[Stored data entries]
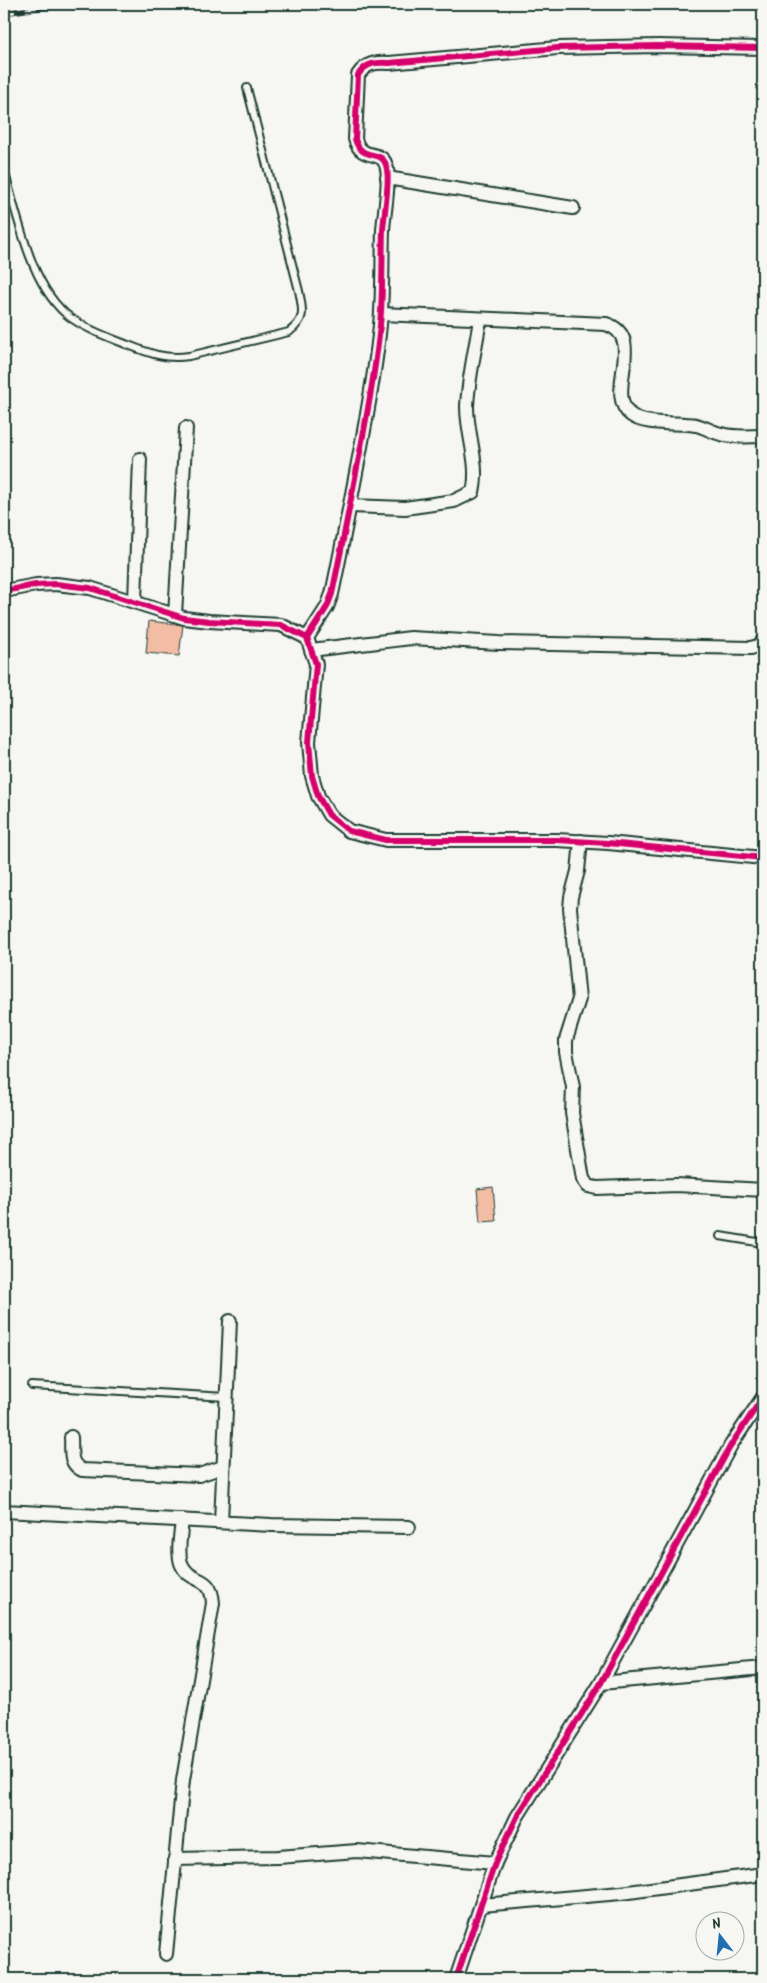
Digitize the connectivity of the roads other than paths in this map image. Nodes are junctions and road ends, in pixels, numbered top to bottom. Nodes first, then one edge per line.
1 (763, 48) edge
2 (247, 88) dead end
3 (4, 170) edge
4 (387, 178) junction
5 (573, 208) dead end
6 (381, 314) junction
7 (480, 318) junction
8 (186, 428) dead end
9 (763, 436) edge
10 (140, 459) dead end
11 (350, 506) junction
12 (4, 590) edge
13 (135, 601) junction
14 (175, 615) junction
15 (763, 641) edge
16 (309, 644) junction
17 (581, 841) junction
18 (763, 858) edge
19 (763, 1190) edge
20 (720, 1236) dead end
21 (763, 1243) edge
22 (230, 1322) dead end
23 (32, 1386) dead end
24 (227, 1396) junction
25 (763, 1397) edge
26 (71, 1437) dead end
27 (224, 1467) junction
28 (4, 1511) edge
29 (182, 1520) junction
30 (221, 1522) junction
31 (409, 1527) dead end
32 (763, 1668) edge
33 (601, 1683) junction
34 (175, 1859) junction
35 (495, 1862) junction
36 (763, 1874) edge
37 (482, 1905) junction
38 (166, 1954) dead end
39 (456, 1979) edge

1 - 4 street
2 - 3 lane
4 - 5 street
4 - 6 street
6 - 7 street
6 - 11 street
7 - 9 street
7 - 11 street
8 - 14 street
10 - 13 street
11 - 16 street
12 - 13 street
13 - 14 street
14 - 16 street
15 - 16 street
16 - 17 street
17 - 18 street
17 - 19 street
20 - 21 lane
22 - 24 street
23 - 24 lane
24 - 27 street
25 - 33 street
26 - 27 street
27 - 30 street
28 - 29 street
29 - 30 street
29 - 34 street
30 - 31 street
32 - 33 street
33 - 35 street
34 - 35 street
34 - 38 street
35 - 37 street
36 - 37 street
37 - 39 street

→ What this task involves:
Answer with a number only: how many lines above include the word "dead"?

→ Answer space:
10